I tried implementing the systemd.link approach. It did not work for me. I have a raspberry pi 3b+ rev 1.3 with raspberry pi o/s (Debian GNU/Linux 12 (Bookworm)) and a Realtek external wifi. Sometimes the internal is wlan0 and the external is wlan1, other times they are flipped. I need the internal to consistently be wlan1 and the external wlan0. Also, when the external is wlan0 and I put the external in monitor mode, the internal is not connected to my local wifi. I have to manually connect it.
I used ifconfig to determine the mac address of each of the two devices. The first file I created was 10-managed.link for the internal with Name=wlan1 and the second file is 11-monitor.link with Name=wlan0
I did notice that there are two link files: /etc/systemd/network/73-usb-net-by-mac.link -> /dev/null and /etc/systemd/network/99-default.link -> /dev/null. Do I need to do anything with these?
When a systemd unit is symlinked to /dev/null, it's impossible to activate them.
If your setup works without these units activated, you don't need to edit these symlinks.

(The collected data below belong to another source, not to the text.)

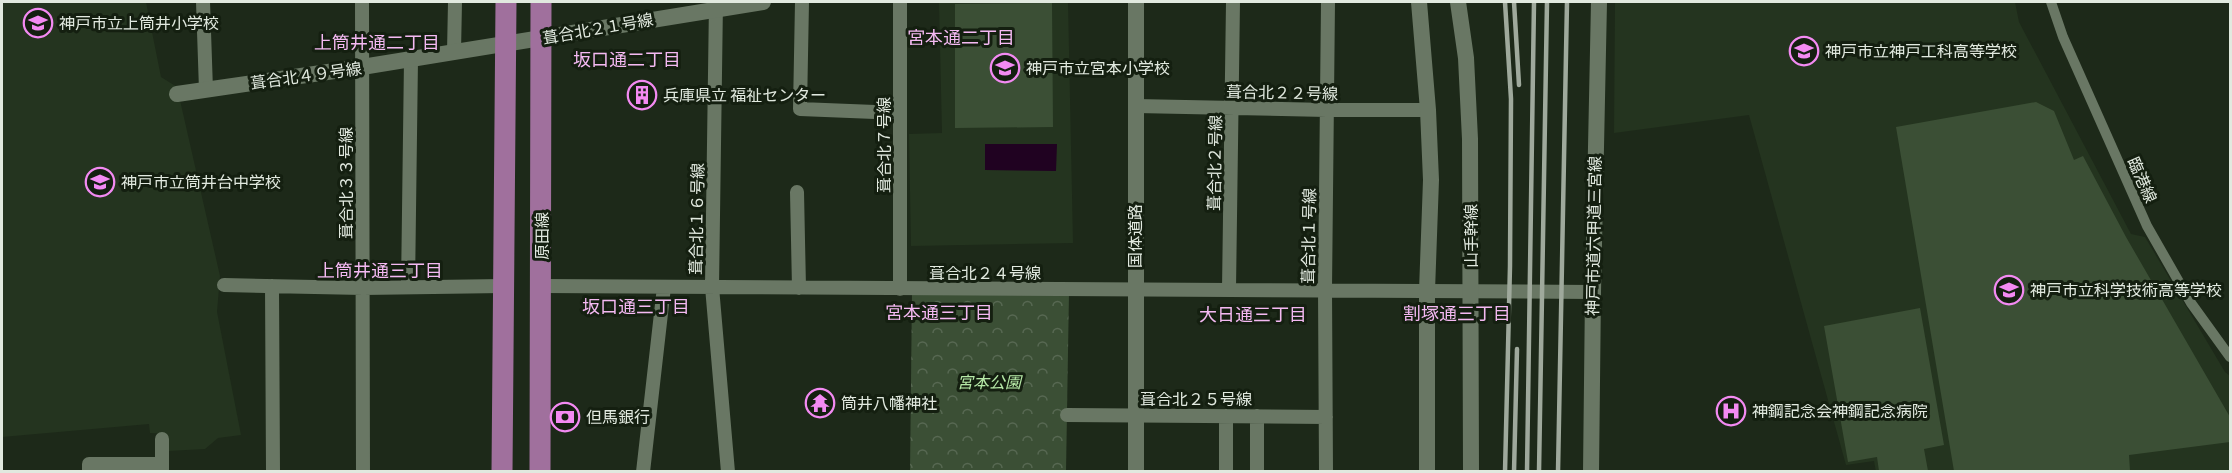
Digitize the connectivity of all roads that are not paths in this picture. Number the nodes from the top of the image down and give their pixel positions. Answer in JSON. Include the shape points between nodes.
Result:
{"nodes":[{"id":1,"x":203,"y":2,"type":"edge"},
{"id":2,"x":362,"y":2,"type":"edge"},
{"id":3,"x":455,"y":2,"type":"edge"},
{"id":4,"x":506,"y":2,"type":"edge"},
{"id":5,"x":541,"y":2,"type":"edge"},
{"id":6,"x":763,"y":2,"type":"edge"},
{"id":7,"x":802,"y":2,"type":"edge"},
{"id":8,"x":900,"y":2,"type":"edge"},
{"id":9,"x":1136,"y":2,"type":"edge"},
{"id":10,"x":1233,"y":2,"type":"edge"},
{"id":11,"x":1328,"y":2,"type":"edge"},
{"id":12,"x":1419,"y":2,"type":"edge"},
{"id":13,"x":1458,"y":2,"type":"edge"},
{"id":14,"x":1599,"y":2,"type":"edge"},
{"id":15,"x":2051,"y":2,"type":"edge"},
{"id":16,"x":716,"y":5,"type":"edge"},
{"id":17,"x":540,"y":39,"type":"junction"},
{"id":18,"x":505,"y":44,"type":"junction"},
{"id":19,"x":454,"y":52,"type":"junction"},
{"id":20,"x":411,"y":59,"type":"junction"},
{"id":21,"x":362,"y":67,"type":"junction"},
{"id":22,"x":206,"y":90,"type":"junction"},
{"id":23,"x":177,"y":94,"type":"dead end"},
{"id":24,"x":1136,"y":106,"type":"junction"},
{"id":25,"x":1232,"y":108,"type":"junction"},
{"id":26,"x":1428,"y":110,"type":"junction"},
{"id":27,"x":1327,"y":111,"type":"junction"},
{"id":28,"x":900,"y":113,"type":"junction"},
{"id":29,"x":797,"y":192,"type":"dead end"},
{"id":30,"x":224,"y":285,"type":"dead end"},
{"id":31,"x":272,"y":286,"type":"junction"},
{"id":32,"x":503,"y":286,"type":"junction"},
{"id":33,"x":542,"y":286,"type":"junction"},
{"id":34,"x":408,"y":287,"type":"junction"},
{"id":35,"x":664,"y":287,"type":"junction"},
{"id":36,"x":712,"y":287,"type":"junction"},
{"id":37,"x":363,"y":288,"type":"junction"},
{"id":38,"x":799,"y":288,"type":"junction"},
{"id":39,"x":900,"y":289,"type":"junction"},
{"id":40,"x":1135,"y":289,"type":"junction"},
{"id":41,"x":1229,"y":289,"type":"junction"},
{"id":42,"x":1325,"y":290,"type":"junction"},
{"id":43,"x":1427,"y":291,"type":"junction"},
{"id":44,"x":1471,"y":291,"type":"junction"},
{"id":45,"x":1593,"y":292,"type":"junction"},
{"id":46,"x":2230,"y":357,"type":"edge"},
{"id":47,"x":1136,"y":415,"type":"junction"},
{"id":48,"x":1067,"y":416,"type":"dead end"},
{"id":49,"x":1226,"y":416,"type":"junction"},
{"id":50,"x":1257,"y":416,"type":"junction"},
{"id":51,"x":1326,"y":417,"type":"junction"},
{"id":52,"x":162,"y":439,"type":"dead end"},
{"id":53,"x":162,"y":468,"type":"edge"},
{"id":54,"x":89,"y":471,"type":"edge"},
{"id":55,"x":273,"y":471,"type":"edge"},
{"id":56,"x":363,"y":471,"type":"edge"},
{"id":57,"x":502,"y":471,"type":"edge"},
{"id":58,"x":540,"y":471,"type":"edge"},
{"id":59,"x":643,"y":471,"type":"edge"},
{"id":60,"x":728,"y":471,"type":"edge"},
{"id":61,"x":1136,"y":471,"type":"edge"},
{"id":62,"x":1226,"y":471,"type":"edge"},
{"id":63,"x":1257,"y":471,"type":"edge"},
{"id":64,"x":1326,"y":471,"type":"edge"},
{"id":65,"x":1427,"y":471,"type":"edge"},
{"id":66,"x":1471,"y":471,"type":"edge"},
{"id":67,"x":1591,"y":471,"type":"edge"}],
"edges":[{"from":1,"to":22,"type":"street"},
{"from":2,"to":21,"type":"street","name":"葺合北３３号線"},
{"from":3,"to":19,"type":"street"},
{"from":4,"to":18,"type":"main road"},
{"from":5,"to":17,"type":"main road","name":"原田線"},
{"from":6,"to":16,"type":"street","name":"葺合北２１号線"},
{"from":7,"to":28,"type":"street","via":[[800,110]]},
{"from":8,"to":28,"type":"street","name":"葺合北７号線"},
{"from":9,"to":24,"type":"street","name":"国体道路"},
{"from":10,"to":25,"type":"street","name":"葺合北２号線"},
{"from":11,"to":27,"type":"street","name":"葺合北１号線"},
{"from":12,"to":26,"type":"street"},
{"from":13,"to":44,"type":"street","name":"山手幹線","via":[[1466,58],[1470,139]]},
{"from":14,"to":45,"type":"street","name":"神戸市道六甲道三宮線"},
{"from":15,"to":46,"type":"street","name":"臨港線","via":[[2146,226],[2191,303]]},
{"from":16,"to":17,"type":"street","name":"葺合北２１号線"},
{"from":16,"to":36,"type":"street","name":"葺合北１６号線"},
{"from":17,"to":18,"type":"street","name":"葺合北２１号線"},
{"from":17,"to":33,"type":"main road","name":"原田線"},
{"from":18,"to":19,"type":"street","name":"葺合北４９号線"},
{"from":18,"to":32,"type":"main road"},
{"from":19,"to":20,"type":"street","name":"葺合北４９号線"},
{"from":20,"to":21,"type":"street","name":"葺合北４９号線"},
{"from":20,"to":34,"type":"street"},
{"from":21,"to":22,"type":"street","name":"葺合北４９号線"},
{"from":21,"to":37,"type":"street","name":"葺合北３３号線"},
{"from":22,"to":23,"type":"street","name":"葺合北４９号線"},
{"from":24,"to":25,"type":"street","name":"葺合北２２号線"},
{"from":24,"to":40,"type":"street","name":"国体道路"},
{"from":25,"to":27,"type":"street","name":"葺合北２２号線"},
{"from":25,"to":41,"type":"street","name":"葺合北２号線"},
{"from":26,"to":27,"type":"street","name":"葺合北２２号線"},
{"from":26,"to":43,"type":"street","via":[[1431,180]]},
{"from":27,"to":42,"type":"street","name":"葺合北１号線"},
{"from":28,"to":39,"type":"street","name":"葺合北７号線"},
{"from":29,"to":38,"type":"street"},
{"from":30,"to":31,"type":"street"},
{"from":31,"to":37,"type":"street"},
{"from":31,"to":55,"type":"street"},
{"from":32,"to":34,"type":"street"},
{"from":32,"to":57,"type":"main road"},
{"from":33,"to":35,"type":"street","name":"葺合北２４号線"},
{"from":33,"to":58,"type":"main road","name":"原田線"},
{"from":34,"to":37,"type":"street"},
{"from":35,"to":36,"type":"street","name":"葺合北２４号線"},
{"from":35,"to":59,"type":"street"},
{"from":36,"to":38,"type":"street","name":"葺合北２４号線"},
{"from":36,"to":60,"type":"street","name":"葺合北１６号線"},
{"from":37,"to":56,"type":"street","name":"葺合北３３号線"},
{"from":38,"to":39,"type":"street","name":"葺合北２４号線"},
{"from":39,"to":40,"type":"street","name":"葺合北２４号線"},
{"from":40,"to":41,"type":"street","name":"葺合北２４号線"},
{"from":40,"to":47,"type":"street","name":"国体道路"},
{"from":41,"to":42,"type":"street","name":"葺合北２４号線"},
{"from":42,"to":43,"type":"street","name":"葺合北２４号線"},
{"from":42,"to":51,"type":"street","name":"葺合北１号線"},
{"from":43,"to":44,"type":"street","name":"葺合北２４号線"},
{"from":43,"to":65,"type":"street"},
{"from":44,"to":45,"type":"street","name":"葺合北２４号線"},
{"from":44,"to":66,"type":"street","name":"山手幹線"},
{"from":45,"to":67,"type":"street","name":"神戸市道六甲道三宮線"},
{"from":47,"to":48,"type":"street","name":"葺合北２５号線"},
{"from":47,"to":49,"type":"street","name":"葺合北２５号線"},
{"from":47,"to":61,"type":"street","name":"国体道路"},
{"from":49,"to":50,"type":"street","name":"葺合北２５号線"},
{"from":49,"to":62,"type":"street"},
{"from":50,"to":51,"type":"street","name":"葺合北２５号線"},
{"from":50,"to":63,"type":"street"},
{"from":51,"to":64,"type":"street","name":"葺合北１号線"},
{"from":52,"to":53,"type":"street"},
{"from":53,"to":54,"type":"street","via":[[89,464]]}]}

I came up with an alternate approach. From within my application, I check the mac address of wlan0 and wlan1 with "ip -brief link show dev [wlan0 | wlan1]" I expect the internal wifi to begin "b8:27:eb" for Broadcom. If I find a match on wlan0, then wlan1 becomes the monitor; otherwise wlan0 is set as the monitor. It may not be foolproof, but it works for automating the configuration of several units so far.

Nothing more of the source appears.